💨 Dominar el Vendaval: Guía de Trimado de Velas para Vientos Fuertes
Navegar con brisas suaves de 10 nudos es un placer relajante, pero cuando el anemómetro supera los 20 nudos y el mar empieza a mostrar borreguitos blancos, el juego cambia. Para muchos navegantes, el viento fuerte es sinónimo de estrés o de un barco excesivamente escorado (inclinado). Sin embargo, con el ajuste correcto, esas condiciones nos regalan las navegaciones más emocionantes y deportivas.
El secreto no es luchar contra el viento, sino aprender a despotenciar (quitar potencia) a las velas. Cuando salimos a navegar en el Dehler 38 Tabarka con un Levante fresco, aplicamos una serie de pasos técnicos para que el barco fluya rápido, seguro y con el timón dócil.
Aquí tienes las claves para trimar como un profesional cuando el viento aprieta:
1. Aplanar la Vela: Tu Primera Línea de Defensa
Una vela embolsada (profunda) genera mucha potencia, lo cual es ideal para vientos flojos. Con viento fuerte, necesitamos exactamente lo contrario: una vela lo más plana posible, casi como si fuera una tabla de madera, para que el viento "resbale" y no nos tumbe.
- Tensa el Pajarín (Outhaul): Tira del pajarín al máximo para aplanar el pujamen (la parte inferior de la vela mayor). Esto elimina la bolsa en el tercio inferior.
- Caza las Drizas: Con más viento, la bolsa de la vela tiende a irse hacia atrás, desequilibrando el barco. Al tensar la driza de la mayor y la del génova, movemos esa máxima profundidad de nuevo hacia proa.
- Aplica Cunningham: Si tienes este cabo, úsalo sin miedo.
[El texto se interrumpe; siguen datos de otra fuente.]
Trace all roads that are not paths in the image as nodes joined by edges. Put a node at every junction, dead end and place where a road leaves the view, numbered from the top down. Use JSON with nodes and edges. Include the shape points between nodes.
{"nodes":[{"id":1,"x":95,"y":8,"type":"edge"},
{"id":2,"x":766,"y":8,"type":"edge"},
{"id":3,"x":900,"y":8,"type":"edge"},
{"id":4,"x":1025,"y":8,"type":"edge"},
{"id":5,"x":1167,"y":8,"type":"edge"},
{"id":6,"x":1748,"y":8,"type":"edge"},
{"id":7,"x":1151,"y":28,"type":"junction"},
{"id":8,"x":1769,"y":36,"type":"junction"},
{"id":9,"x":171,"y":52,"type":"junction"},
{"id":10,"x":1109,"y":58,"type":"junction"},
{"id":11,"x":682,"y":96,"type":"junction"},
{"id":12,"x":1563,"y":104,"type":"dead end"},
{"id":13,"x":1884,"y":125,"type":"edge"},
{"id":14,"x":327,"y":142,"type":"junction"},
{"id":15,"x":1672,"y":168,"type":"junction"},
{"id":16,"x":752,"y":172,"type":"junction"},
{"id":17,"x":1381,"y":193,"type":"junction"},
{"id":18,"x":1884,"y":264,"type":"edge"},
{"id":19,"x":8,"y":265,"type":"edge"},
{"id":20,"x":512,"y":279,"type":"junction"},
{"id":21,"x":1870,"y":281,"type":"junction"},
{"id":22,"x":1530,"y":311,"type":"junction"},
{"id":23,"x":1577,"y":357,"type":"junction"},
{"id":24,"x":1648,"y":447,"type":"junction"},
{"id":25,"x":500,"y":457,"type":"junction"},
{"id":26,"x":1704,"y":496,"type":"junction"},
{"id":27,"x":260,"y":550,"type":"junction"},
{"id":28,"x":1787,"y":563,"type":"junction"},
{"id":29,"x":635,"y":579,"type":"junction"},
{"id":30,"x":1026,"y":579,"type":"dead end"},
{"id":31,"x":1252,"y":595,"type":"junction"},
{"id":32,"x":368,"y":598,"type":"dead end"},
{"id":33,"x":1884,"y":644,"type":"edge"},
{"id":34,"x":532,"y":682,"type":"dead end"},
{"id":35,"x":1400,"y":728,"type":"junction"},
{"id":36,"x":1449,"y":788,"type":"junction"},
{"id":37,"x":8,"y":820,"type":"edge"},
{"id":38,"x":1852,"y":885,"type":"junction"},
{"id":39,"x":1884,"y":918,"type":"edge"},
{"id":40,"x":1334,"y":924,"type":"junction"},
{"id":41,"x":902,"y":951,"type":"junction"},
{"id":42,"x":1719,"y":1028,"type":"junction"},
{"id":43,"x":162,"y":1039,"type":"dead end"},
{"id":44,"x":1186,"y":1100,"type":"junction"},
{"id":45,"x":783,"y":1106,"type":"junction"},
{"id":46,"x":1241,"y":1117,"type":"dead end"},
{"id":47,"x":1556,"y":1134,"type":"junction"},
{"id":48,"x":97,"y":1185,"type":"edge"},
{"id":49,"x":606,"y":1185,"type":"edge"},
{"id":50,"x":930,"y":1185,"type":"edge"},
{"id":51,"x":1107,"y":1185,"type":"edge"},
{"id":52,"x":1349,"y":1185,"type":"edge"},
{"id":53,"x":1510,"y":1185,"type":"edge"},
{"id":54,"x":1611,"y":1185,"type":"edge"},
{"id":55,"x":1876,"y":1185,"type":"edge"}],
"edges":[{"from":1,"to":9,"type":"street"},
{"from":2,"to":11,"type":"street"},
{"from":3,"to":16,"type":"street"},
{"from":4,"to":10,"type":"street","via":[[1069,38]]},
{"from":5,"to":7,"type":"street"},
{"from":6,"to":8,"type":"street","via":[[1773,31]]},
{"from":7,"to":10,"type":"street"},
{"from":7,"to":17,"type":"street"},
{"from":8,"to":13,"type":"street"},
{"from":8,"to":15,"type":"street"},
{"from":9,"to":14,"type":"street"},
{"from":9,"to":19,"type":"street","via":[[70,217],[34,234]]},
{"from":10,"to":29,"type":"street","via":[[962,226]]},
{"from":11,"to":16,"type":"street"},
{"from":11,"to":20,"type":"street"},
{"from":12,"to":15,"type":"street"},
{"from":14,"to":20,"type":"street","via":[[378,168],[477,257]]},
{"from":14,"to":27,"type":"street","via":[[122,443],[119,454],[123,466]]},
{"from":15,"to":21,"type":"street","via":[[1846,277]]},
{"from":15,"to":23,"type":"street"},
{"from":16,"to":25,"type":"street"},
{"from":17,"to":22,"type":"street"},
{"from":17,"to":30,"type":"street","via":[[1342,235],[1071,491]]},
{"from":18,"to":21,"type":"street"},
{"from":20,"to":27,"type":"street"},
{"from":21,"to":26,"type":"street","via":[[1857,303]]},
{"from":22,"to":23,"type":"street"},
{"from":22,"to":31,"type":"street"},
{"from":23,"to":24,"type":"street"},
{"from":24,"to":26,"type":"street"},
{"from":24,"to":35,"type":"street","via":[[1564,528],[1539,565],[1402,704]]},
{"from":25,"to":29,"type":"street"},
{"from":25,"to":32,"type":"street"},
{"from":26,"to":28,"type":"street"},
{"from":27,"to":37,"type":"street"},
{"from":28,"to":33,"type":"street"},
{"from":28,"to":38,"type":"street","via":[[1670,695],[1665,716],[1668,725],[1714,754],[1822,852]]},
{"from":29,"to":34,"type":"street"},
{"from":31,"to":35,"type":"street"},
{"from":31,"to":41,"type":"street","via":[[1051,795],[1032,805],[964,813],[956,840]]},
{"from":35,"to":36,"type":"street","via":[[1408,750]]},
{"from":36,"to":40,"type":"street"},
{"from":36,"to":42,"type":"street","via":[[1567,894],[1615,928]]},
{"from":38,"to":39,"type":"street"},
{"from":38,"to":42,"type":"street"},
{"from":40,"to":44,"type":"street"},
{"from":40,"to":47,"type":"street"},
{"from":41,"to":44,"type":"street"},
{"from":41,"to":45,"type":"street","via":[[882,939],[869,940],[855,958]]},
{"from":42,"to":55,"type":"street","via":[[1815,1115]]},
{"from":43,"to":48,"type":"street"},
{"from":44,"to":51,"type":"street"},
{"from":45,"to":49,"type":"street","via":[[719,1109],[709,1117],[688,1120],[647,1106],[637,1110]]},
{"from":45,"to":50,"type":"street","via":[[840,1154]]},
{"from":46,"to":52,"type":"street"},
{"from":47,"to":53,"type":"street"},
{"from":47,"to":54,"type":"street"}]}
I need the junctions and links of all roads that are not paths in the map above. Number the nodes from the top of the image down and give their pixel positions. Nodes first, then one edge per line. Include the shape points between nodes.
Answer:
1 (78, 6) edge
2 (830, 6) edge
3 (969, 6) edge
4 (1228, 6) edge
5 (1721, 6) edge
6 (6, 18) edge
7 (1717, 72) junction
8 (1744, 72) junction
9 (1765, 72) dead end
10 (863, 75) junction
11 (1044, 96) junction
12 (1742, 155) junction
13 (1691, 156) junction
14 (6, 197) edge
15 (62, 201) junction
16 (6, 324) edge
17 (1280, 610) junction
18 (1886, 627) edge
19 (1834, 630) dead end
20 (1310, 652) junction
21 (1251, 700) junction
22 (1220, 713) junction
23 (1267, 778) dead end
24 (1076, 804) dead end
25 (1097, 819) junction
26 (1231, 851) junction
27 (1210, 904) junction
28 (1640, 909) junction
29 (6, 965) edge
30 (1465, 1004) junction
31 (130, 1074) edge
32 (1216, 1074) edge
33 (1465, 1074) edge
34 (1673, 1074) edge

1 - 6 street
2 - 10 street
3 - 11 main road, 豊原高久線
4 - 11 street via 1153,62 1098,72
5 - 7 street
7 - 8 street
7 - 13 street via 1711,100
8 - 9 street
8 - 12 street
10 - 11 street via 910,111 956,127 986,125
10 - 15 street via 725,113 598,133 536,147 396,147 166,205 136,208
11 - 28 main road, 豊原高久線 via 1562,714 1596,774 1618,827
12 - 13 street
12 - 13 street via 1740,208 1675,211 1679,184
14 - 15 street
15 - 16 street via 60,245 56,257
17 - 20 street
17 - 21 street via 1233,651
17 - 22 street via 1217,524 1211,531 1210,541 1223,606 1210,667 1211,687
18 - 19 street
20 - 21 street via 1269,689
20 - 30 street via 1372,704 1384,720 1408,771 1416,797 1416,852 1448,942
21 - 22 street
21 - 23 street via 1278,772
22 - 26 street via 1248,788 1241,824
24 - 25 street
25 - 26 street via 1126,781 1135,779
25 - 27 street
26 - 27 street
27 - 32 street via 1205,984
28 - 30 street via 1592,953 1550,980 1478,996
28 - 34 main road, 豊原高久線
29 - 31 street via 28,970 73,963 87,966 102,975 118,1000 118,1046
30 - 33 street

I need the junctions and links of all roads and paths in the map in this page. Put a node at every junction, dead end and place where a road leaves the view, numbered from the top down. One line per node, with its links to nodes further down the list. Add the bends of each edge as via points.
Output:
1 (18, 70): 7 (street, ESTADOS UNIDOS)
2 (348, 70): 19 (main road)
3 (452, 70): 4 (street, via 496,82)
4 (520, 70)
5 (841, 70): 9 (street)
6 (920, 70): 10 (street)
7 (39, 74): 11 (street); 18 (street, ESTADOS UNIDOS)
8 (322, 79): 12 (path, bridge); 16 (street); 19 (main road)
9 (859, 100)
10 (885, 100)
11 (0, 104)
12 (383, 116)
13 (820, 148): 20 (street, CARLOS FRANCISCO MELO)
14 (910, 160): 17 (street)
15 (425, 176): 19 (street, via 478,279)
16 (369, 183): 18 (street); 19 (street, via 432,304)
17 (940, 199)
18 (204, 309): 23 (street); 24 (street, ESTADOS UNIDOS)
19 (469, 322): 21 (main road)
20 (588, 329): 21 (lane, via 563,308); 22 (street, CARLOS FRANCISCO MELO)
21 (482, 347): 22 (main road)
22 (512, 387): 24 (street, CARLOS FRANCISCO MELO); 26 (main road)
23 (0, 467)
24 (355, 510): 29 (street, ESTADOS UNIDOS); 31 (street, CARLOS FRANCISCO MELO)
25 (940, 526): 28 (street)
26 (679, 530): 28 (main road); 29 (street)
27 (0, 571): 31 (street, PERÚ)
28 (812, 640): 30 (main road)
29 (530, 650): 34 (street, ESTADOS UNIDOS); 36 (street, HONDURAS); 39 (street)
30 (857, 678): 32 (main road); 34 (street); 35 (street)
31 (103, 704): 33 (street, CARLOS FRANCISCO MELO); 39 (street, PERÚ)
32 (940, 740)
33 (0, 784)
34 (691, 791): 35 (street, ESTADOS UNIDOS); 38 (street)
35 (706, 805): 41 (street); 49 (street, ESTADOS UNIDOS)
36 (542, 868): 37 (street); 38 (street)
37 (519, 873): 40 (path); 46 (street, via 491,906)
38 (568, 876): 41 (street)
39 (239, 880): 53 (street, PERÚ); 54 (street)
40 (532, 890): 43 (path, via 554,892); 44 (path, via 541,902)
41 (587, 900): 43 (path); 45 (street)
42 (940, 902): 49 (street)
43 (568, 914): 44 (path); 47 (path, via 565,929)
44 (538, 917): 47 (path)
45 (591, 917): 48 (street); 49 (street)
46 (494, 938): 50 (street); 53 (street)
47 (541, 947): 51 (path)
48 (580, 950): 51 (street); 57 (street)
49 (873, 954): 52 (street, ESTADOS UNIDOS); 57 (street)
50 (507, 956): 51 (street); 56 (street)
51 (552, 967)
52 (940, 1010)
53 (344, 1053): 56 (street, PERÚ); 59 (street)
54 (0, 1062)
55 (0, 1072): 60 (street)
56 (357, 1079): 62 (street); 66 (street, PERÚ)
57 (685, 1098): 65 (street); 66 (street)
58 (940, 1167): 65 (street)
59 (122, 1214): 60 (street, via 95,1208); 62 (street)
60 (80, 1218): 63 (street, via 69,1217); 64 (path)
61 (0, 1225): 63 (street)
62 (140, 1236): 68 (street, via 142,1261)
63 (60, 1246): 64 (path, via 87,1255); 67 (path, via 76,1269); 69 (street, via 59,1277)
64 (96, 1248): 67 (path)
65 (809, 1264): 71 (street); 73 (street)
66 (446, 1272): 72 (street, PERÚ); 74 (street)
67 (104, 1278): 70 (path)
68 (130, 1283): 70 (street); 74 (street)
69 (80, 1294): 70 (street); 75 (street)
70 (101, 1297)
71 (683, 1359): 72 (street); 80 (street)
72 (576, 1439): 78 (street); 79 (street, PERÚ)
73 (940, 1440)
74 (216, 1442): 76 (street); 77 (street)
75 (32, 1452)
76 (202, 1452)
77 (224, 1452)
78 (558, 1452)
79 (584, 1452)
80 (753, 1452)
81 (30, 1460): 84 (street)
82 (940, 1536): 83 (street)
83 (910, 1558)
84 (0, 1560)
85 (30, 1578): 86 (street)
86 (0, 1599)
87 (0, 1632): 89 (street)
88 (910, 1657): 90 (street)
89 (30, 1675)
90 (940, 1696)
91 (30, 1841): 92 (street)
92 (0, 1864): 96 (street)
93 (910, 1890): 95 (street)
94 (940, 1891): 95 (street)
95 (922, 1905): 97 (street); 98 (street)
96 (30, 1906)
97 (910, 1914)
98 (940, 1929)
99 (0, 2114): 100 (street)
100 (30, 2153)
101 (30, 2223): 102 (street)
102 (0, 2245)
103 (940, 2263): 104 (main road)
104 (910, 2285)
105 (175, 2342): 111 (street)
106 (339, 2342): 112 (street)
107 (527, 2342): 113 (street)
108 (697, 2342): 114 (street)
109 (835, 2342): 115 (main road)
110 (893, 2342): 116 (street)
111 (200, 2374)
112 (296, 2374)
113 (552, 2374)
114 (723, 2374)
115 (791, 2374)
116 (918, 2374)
Su función principal es ayudar a la driza a tensar el grátil (el borde delantero) y aplanar la zona media de la vela.
2. Jugar con el "Twist" (Torsión de la Baluma)
Cuando el viento es excesivo, no solo queremos aplanar la vela, sino dejar que el exceso de presión "escape" por la parte superior. A esto le llamamos abrir la baluma o darle twist.
- Baja el carro de la mayor (Escotero): En lugar de soltar escota (lo que haría que la vela flameara y perdiera su forma), baja el carro a sotavento. Mantienes la vela plana, pero reduces el ángulo de ataque, disminuyendo drásticamente la escora.
- Atrasa los escoteros del Génova: Al mover los carros del génova hacia popa, abres la parte superior de la vela de proa. Así, la vela sigue empujando por abajo, pero "desahoga" el viento fuerte por arriba.
- Tensa el Baquestay: En barcos aparejados a tope de palo o fraccionados, cazar el baquestay curva el mástil hacia atrás. Esto hace dos cosas mágicas: aplana la vela mayor aún más y abre la baluma de forma automática.
3. La Regla de Oro: Tomar Rizos (Reducir Trapo)
A veces, por mucho que aplanemos y abramos las velas, el viento es sencillamente demasiado para la superficie vélica que llevamos. Es el momento de tomar un rizo.
"El momento adecuado para tomar un rizo es la primera vez que lo piensas."
No esperes a que el barco sea ingobernable o a tener la regala metida en el agua. Un barco escorado más de 20-25 grados no va más rápido; al contrario, arrastra mucha más agua, el timón se vuelve duro (tendencia a orzar) y la tripulación se agota.
Al reducir vela, el barco se adriza (se endereza), recuperas el control suave de la rueda y, paradójicamente, la velocidad suele aumentar porque el casco navega sobre sus líneas de agua eficientes.
4. El Timonel: Navegar con Inteligencia
El trimado no es solo cosa de cabos. Quien va a la rueda tiene un papel crucial cuando navegamos en zonas de corrientes y vientos canalizados, como el canal entre Santa Pola y Tabarca.
- Puntear en las rachas: Cuando veas venir una racha fuerte (esa zona de agua más oscura y rizada), orza ligeramente (apunta más al viento) unos grados antes de que te golpee. Esto absorbe el impacto inicial, evita la escora brusca y te hace ganar barlovento.
- Comunicación constante: El timonel debe avisar a la tripulación de las rachas y las olas grandes para que el trimmer de mayor esté listo para soltar carro si es necesario.
Conclusión: El viento fuerte es tu amigo
Dominar el viento fuerte es una de las habilidades más gratificantes en el mundo de la vela. Te enseña a entender las fuerzas dinámicas de tu barco y te convierte en un patrón en el que cualquier tripulación confiará a ciegas. La próxima vez que sople con ganas, no te quedes en el amarre: sal ahí fuera, aplana esas velas, toma un rizo si es necesario y disfruta del espectáculo.